Most Viewed Stories
Pacemaker puts tasks within woman's grasp again
Standing in an art class, Patty DiCioccio lifted her pencil and extended her hand toward the easel. As others began to sketch, she felt her hand clench and begin to tremble.
The particular motion that triggered her essential-tremor disorder had struck again, leaving her unable to make a steady mark on the page.
“I just stood in the middle of that class and cried,” said the 64-year-old. “I guess, psychologically, I never got over that.”
Since high school, DiCioccio of Laguna Niguel, Calif., had experienced trouble with her hands. Her writing began getting smaller, and she couldn't keep up in a class on shorthand. It wasn't until years later, though, when she was making a birthday cake for her toddler son, that she really noticed something was wrong. She couldn't control the shaking of her hand.

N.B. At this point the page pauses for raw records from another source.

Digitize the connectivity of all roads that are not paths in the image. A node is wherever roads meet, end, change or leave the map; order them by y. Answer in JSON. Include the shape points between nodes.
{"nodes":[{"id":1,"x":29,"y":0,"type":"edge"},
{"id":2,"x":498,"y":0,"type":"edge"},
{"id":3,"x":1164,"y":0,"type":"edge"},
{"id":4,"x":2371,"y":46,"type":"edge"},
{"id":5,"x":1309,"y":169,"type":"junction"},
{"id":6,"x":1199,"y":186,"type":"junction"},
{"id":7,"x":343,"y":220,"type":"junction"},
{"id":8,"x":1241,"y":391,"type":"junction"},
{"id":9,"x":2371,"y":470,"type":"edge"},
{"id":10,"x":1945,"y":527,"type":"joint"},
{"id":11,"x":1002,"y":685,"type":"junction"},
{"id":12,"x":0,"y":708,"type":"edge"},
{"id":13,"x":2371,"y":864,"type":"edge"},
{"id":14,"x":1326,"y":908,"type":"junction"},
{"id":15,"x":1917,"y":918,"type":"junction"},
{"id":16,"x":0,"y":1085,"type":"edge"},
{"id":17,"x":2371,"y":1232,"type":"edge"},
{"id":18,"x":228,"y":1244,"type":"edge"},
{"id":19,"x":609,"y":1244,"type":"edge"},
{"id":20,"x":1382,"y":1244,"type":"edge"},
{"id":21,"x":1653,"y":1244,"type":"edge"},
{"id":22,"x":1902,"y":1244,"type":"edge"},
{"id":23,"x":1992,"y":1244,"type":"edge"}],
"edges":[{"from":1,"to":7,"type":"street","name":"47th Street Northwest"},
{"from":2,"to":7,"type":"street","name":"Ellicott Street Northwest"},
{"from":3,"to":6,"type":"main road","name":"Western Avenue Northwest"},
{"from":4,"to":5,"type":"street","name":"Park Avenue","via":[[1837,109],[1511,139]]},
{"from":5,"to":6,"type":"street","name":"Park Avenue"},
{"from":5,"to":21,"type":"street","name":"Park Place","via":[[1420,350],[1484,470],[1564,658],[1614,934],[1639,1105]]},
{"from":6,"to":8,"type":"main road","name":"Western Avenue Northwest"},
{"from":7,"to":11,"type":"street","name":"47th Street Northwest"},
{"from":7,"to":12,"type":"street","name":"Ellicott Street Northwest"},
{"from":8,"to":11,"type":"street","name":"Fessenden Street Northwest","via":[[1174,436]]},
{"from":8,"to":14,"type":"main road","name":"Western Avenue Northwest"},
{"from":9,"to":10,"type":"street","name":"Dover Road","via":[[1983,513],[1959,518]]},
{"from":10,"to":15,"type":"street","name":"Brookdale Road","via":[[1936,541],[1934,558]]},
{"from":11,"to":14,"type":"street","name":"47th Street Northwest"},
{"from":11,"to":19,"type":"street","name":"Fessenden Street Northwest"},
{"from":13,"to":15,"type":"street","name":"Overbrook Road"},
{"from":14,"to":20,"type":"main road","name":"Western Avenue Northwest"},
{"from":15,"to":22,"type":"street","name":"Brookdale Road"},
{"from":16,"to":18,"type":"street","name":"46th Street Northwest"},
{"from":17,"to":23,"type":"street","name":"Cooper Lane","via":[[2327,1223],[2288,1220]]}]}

At first, doctors said it was nothing. Finally, a neurologist diagnosed essential tremor, a disorder that causes shaking in a person's arms while performing certain actions. It made sense — she remembered her father had to stop playing the violin because his hands would shake.
DiCioccio went on medication, which managed many of tremors but left her with side effects. For the most part, she avoided the movements — any hand motion away from her body — that caused a tremor to set on. Once she felt them coming, she couldn't stop them. While holding a coffee cup, for example, she couldn't stop shaking long enough to drop the cup and avoid a burn.
She didn't like to let it slow her down, but about 15 years ago, family members began to notice.
“It just gets progressively worse the older you get,” she said.
When it came to helping others, she wasn't one to sit back and accept limits. She patiently helped care for a grandchild with special needs. When a neighbor with young children needed advice, she was there.
With symptoms continuing, she felt like the medication wasn't working. After going off the pills, though, she saw they had actually been effectively masking severe tremors.
“I didn't realize how bad I was,” she said.
And when she tried to go back on, her body rejected them — leaving her staggering and slurring her words.
Without the help of medication, DiCioccio had difficulty with everyday activities such as getting dressed, eating and drinking.
The only answer would be getting to the root of the problem — inside her brain.
Deep-brain stimulation was approved by the Food and Drug Administration in 1997, but it's still an underused therapy, said Dr. Devin Binder, medical director of the deep-brain-stimulation program at Orange Coast Memorial Medical Center in Fountain Valley, Calif.
Electrodes inside the brain pinpoint areas to treat with electrical pulses. Wires connect the electrodes to a battery implanted into the chest, similar to a pacemaker. The treatment is approved for essential tremor and Parkinson's disease, though research is ongoing into applications for other conditions, from epilepsy to obesity.
“Neurologists and physicians are getting much more comfortable with this whole cybernetic new world,” Binder said.
Because she was in good health aside from the severe tremors, DiCioccio was a perfect candidate to benefit from the procedure.
“The quality of life of people after they undergo this procedure is much better than with medication,” Binder said.
DiCioccio's brain “pacemaker” involved four surgeries last spring to place the electrodes and batteries. Though the thought of brain surgery was a little unnerving, she said the hospital staff made her feel comfortable throughout the process.
“It wasn't easy, but it wasn't extremely difficult either,” she said.
During the two-hour procedure of inserting the electrodes, DiCioccio remained conscious. Frankenstein-like screws braced her head, she said, and though she remembers talking to the doctor, she wasn't aware of fear or time.
“You don't feel anything,” she said. “It just looks frightening.”
DiCioccio jokes that she's a bionic woman now, though one wouldn't know by looking at her. The bumps of the devices can only be felt, and wires in her neck are just faintly visible when she stretches. With the electrodes attuned to her, tremors stopped almost immediately. Complete recovery didn't come as quickly as she might have liked, though.
“I taught myself to hold things differently,” she said. “Now, I don't have to be so tense.”
Though unlearning bad habits led to some jerky movements at first, DiCioccio marvels at being able to do the daily tasks that were once literally beyond her grasp. She flipped a pancake without making a mess. More notably, she made it through an entire art class, keeping her paintbrush on the paper and managing to produce some semblance of flowers.
“Even if I just did that one thing, I conquered it,” she said.